Gordon: Brian worked out a deal with them: in exchange for giving them the distribution rights, they provided post-production facilities for the film. They actually became much more involved than that—in fact, it was Charlie Band who insisted that we replace our director of photography with Mac Ahlberg.
Paste: Had you already begun shooting at that point?
Gordon: Oh yeah, we shot a week with the first guy and all the material he shot is in the movie—it’s not like it was unusable. But there was a sequence that the producers thought was too dark, and that’s when they brought Mac in to take over.
Paste: Tell me a little about the casting. Originally I imagine you were going to just use people from the Organic, but when that didn’t work out you cast a lot of people out of Los Angeles who would become consistent members of your stock company, like Jeffrey Combs and Barbara Crampton. I always think of Combs as your Max von Sydow, in the way that Bergman would use von Sydow all the time but sometimes he would be a lead, sometimes he’d be a kind of glorified extra…
Gordon: That’s exactly right, I always do that when I find actors I enjoy working with. Jeffrey was brought in by our casting director Anthony Barnao, who had seen him in a play—as soon as he walked in and started reading, we knew this was the guy, even though in Lovecraft’s story West is described as being a blue-eyed blonde.

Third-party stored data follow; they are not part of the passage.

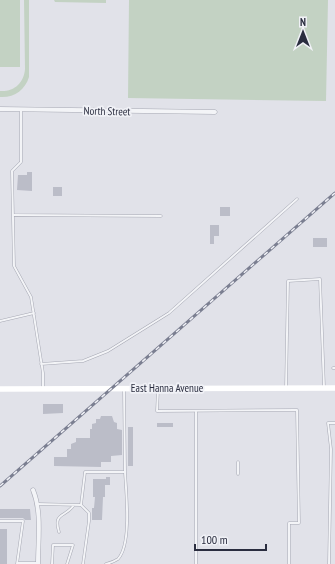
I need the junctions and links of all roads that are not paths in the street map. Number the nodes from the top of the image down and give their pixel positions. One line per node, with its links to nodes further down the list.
1 (0, 109): 2 (street, North Street)
2 (21, 110): 3 (street, North Street); 5 (lane)
3 (215, 112)
4 (297, 199): 9 (lane)
5 (14, 215): 6 (lane); 7 (lane)
6 (161, 216)
7 (34, 314): 8 (lane); 9 (lane)
8 (0, 321)
9 (41, 364): 15 (lane)
10 (124, 388): 15 (street, East Hanna Avenue); 16 (street, East Hanna Avenue); 20 (lane)
11 (286, 388): 12 (street, East Hanna Avenue); 12 (lane); 16 (street, East Hanna Avenue)
12 (324, 388): 13 (street, East Hanna Avenue)
13 (335, 388)
14 (0, 389): 15 (street, East Hanna Avenue)
15 (43, 389)
16 (158, 389): 17 (lane)
17 (196, 411): 34 (lane); 35 (lane)
18 (335, 423): 36 (lane)
19 (238, 462): 21 (lane)
20 (125, 472): 25 (lane); 33 (lane)
21 (238, 474)
22 (33, 490): 23 (street)
23 (38, 504): 24 (lane); 28 (street)
24 (74, 505): 25 (lane); 27 (lane)
25 (81, 505): 32 (lane)
26 (0, 521): 29 (lane)
27 (59, 532)
28 (38, 563): 29 (lane)
29 (17, 564)
30 (52, 564): 31 (lane)
31 (67, 564)
32 (83, 564)
33 (106, 564)
34 (196, 564)
35 (289, 564)
36 (329, 564)

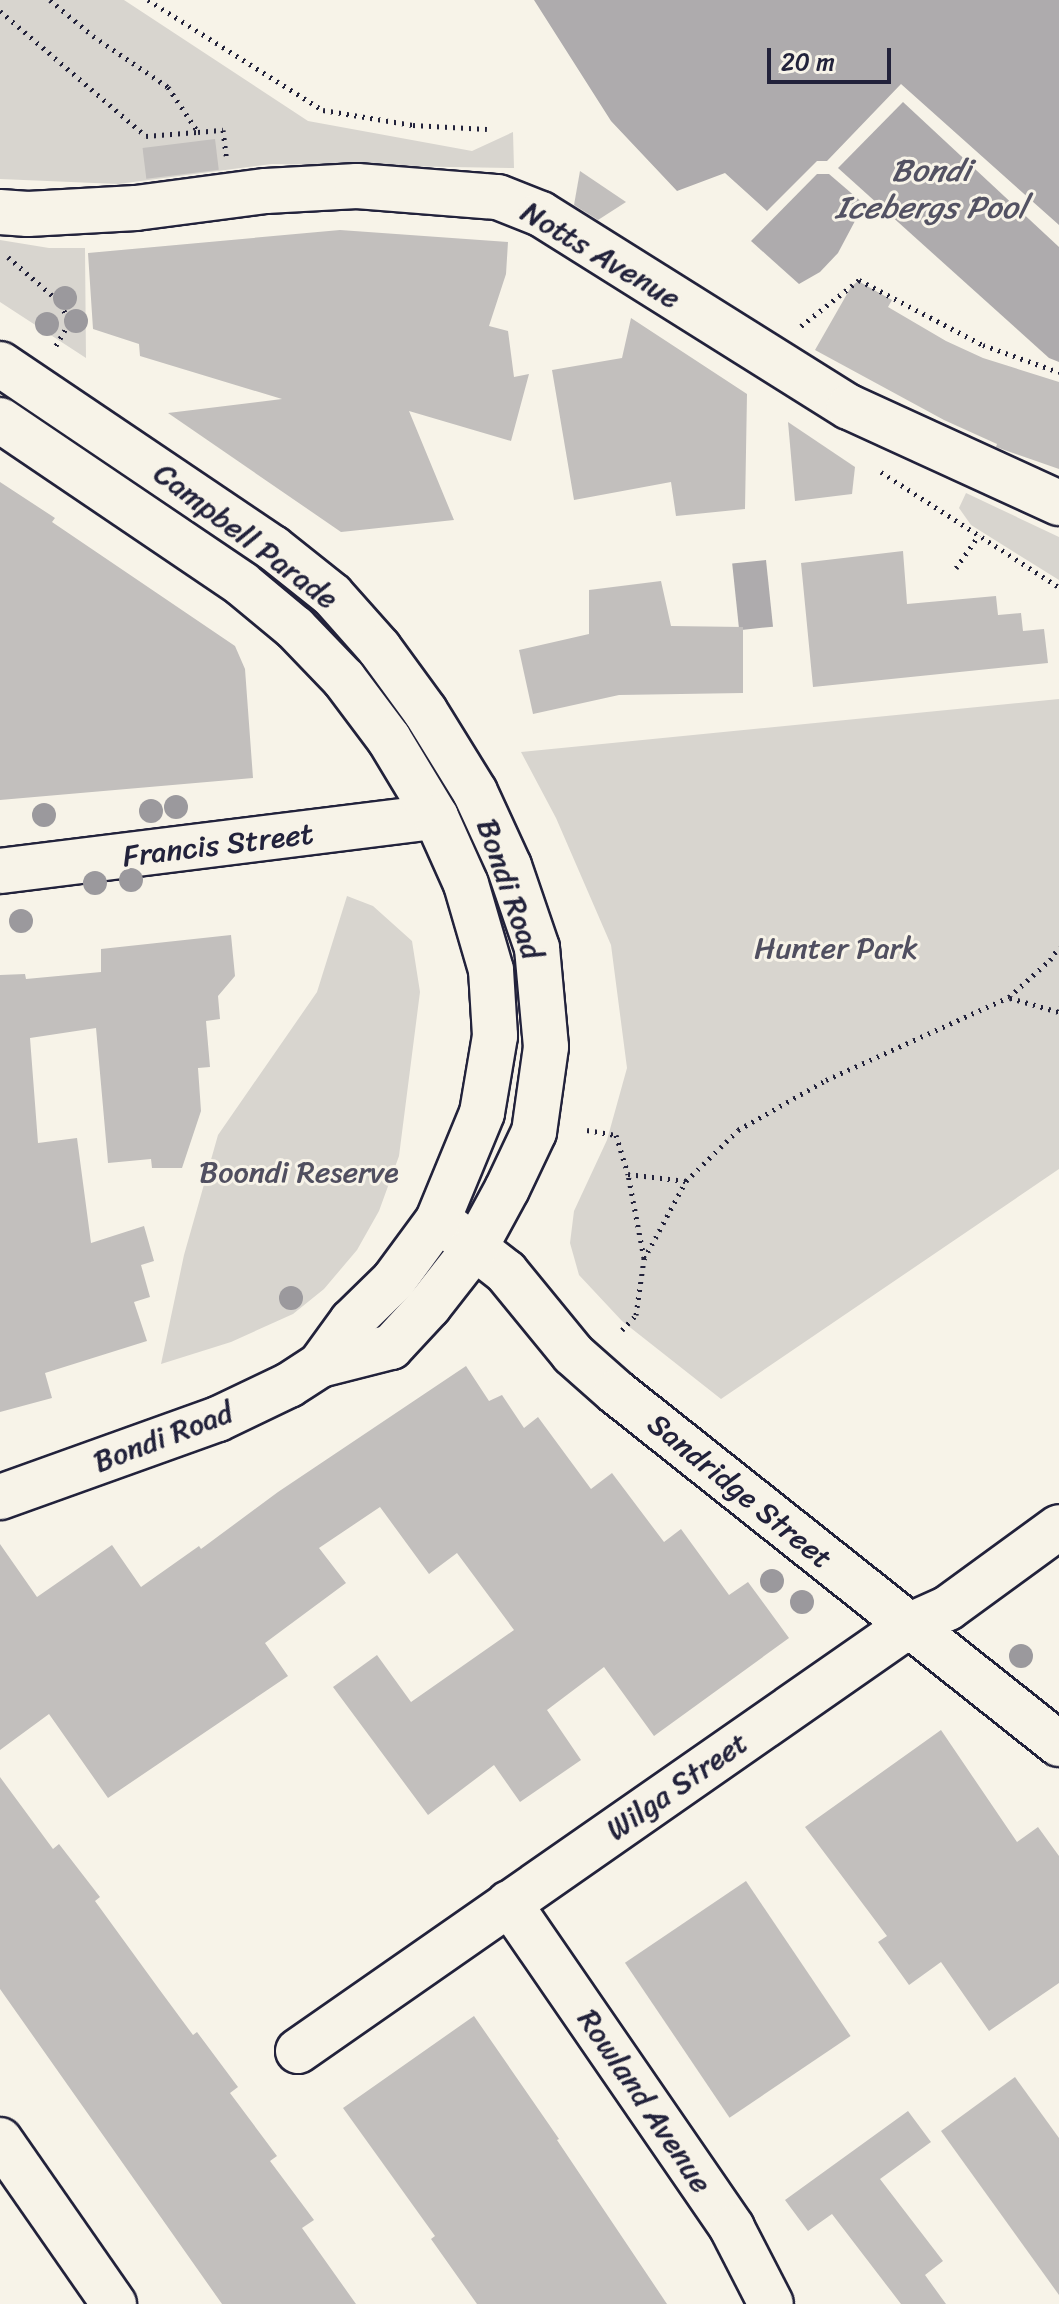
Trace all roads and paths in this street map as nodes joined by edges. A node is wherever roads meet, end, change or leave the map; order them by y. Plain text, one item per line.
1 (50, 0) edge
2 (148, 0) edge
3 (0, 11) edge
4 (487, 129) dead end
5 (198, 132) junction
6 (226, 161) dead end
7 (0, 212) edge
8 (0, 252) edge
9 (793, 325) dead end
10 (53, 350) dead end
11 (0, 364) edge
12 (1059, 372) edge
13 (0, 420) edge
14 (1059, 503) edge
15 (979, 535) dead end
16 (956, 568) dead end
17 (475, 792) joint
18 (436, 817) junction
19 (0, 871) edge
20 (1059, 947) edge
21 (1009, 997) junction
22 (1059, 1012) edge
23 (587, 1130) dead end
24 (628, 1174) junction
25 (686, 1181) junction
26 (438, 1220) junction
27 (476, 1246) junction
28 (644, 1259) junction
29 (622, 1330) dead end
30 (320, 1365) junction
31 (0, 1497) edge
32 (1059, 1527) edge
33 (908, 1626) junction
34 (1059, 1744) edge
35 (509, 1903) junction
36 (298, 2051) dead end
37 (0, 2140) edge
38 (114, 2304) edge
39 (771, 2304) edge

1 - 5 path
2 - 4 path
3 - 5 path
5 - 6 path
7 - 14 street, Notts Avenue
8 - 10 path
9 - 12 path
11 - 17 street, Campbell Parade
13 - 18 street, Campbell Parade
15 - 16 path
17 - 27 street, Bondi Road
18 - 19 street, Francis Street
18 - 26 street, Bondi Road
20 - 21 path
21 - 22 path
21 - 25 path
23 - 24 path
24 - 25 path
24 - 28 path
25 - 28 path
26 - 27 street, Sandridge Street
26 - 30 street, Bondi Road
27 - 30 street, Bondi Road
27 - 33 street, Sandridge Street
28 - 29 path
30 - 31 street, Bondi Road
32 - 33 street, Wilga Street
33 - 34 street, Sandridge Street
33 - 35 street, Wilga Street
35 - 36 street, Wilga Street
35 - 39 street, Rowland Avenue
37 - 38 street

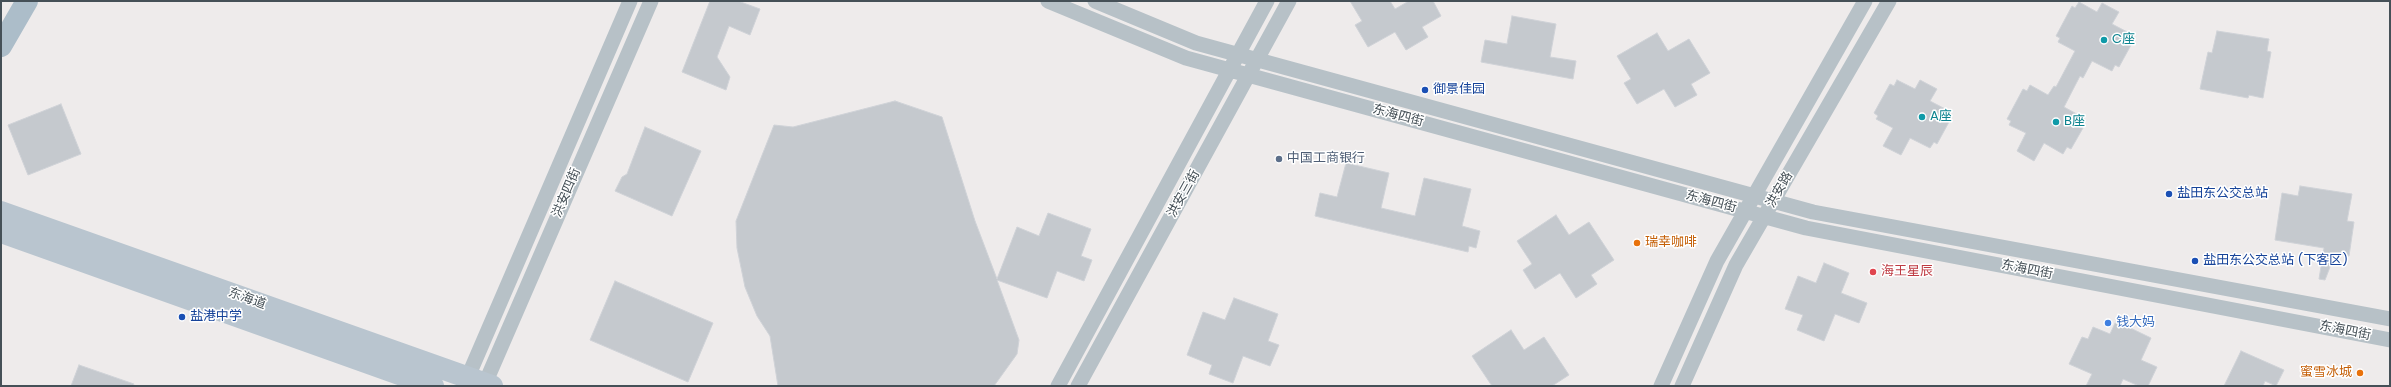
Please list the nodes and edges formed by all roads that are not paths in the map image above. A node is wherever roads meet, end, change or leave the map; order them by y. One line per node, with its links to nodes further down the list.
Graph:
1 (27, 1): 10 (main road)
2 (630, 1): 23 (street, 洪安四街)
3 (651, 1): 23 (street, 洪安四街)
4 (1048, 1): 13 (street, 东海四街)
5 (1095, 1): 11 (street, 东海四街)
6 (1267, 1): 11 (street, 洪安三街)
7 (1289, 1): 12 (street, 洪安三街)
8 (1865, 1): 15 (street, 洪安路)
9 (1889, 1): 16 (street, 洪安路)
10 (1, 46)
11 (1238, 54): 12 (street, 东海四街); 13 (street, 洪安三街)
12 (1257, 60): 14 (street, 洪安三街); 15 (street, 东海四街)
13 (1230, 70): 14 (street, 东海四街); 25 (street, 洪安三街)
14 (1249, 75): 17 (street, 东海四街); 26 (street, 洪安三街)
15 (1754, 196): 16 (street, 东海四街); 17 (street, 洪安路)
16 (1773, 202): 19 (street, 洪安路); 21 (street, 东海四街)
17 (1745, 211): 19 (street, 东海四街); 27 (street, 洪安路)
18 (1, 212): 23 (street, 东海道)
19 (1764, 216): 22 (street, 东海四街); 28 (street, 洪安路)
20 (1, 232): 24 (street, 东海道)
21 (2390, 319)
22 (2390, 340)
23 (479, 384)
24 (433, 386)
25 (1058, 386)
26 (1078, 386)
27 (1661, 386)
28 (1682, 386)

Barbara Crampton actually came in very late; I had cast a different actress in the part, but she got cold feet because she talked to her mother about it and her mother insisted that she leave the production immediately. Again, Anthony Barnao found Barbara, and she was so much better than the first woman we had—I can’t even remember the other actress’s name now.
Paste: The performances in that movie are uniformly terrific, and it’s a tricky tone—if one person gets the balance between horror and comedy off, the whole movie falls apart. How did you get everybody on the same page so that the acting style—which is somewhat theatrical—remained consistent?
Gordon: We rehearsed for two weeks at Barbara Crampton’s apartment, during which we treated the scenes in order as if it were a play, because I knew that when we started shooting we wouldn’t have time to talk about motivation and things like that. That really got everyone comfortable with each other and the script.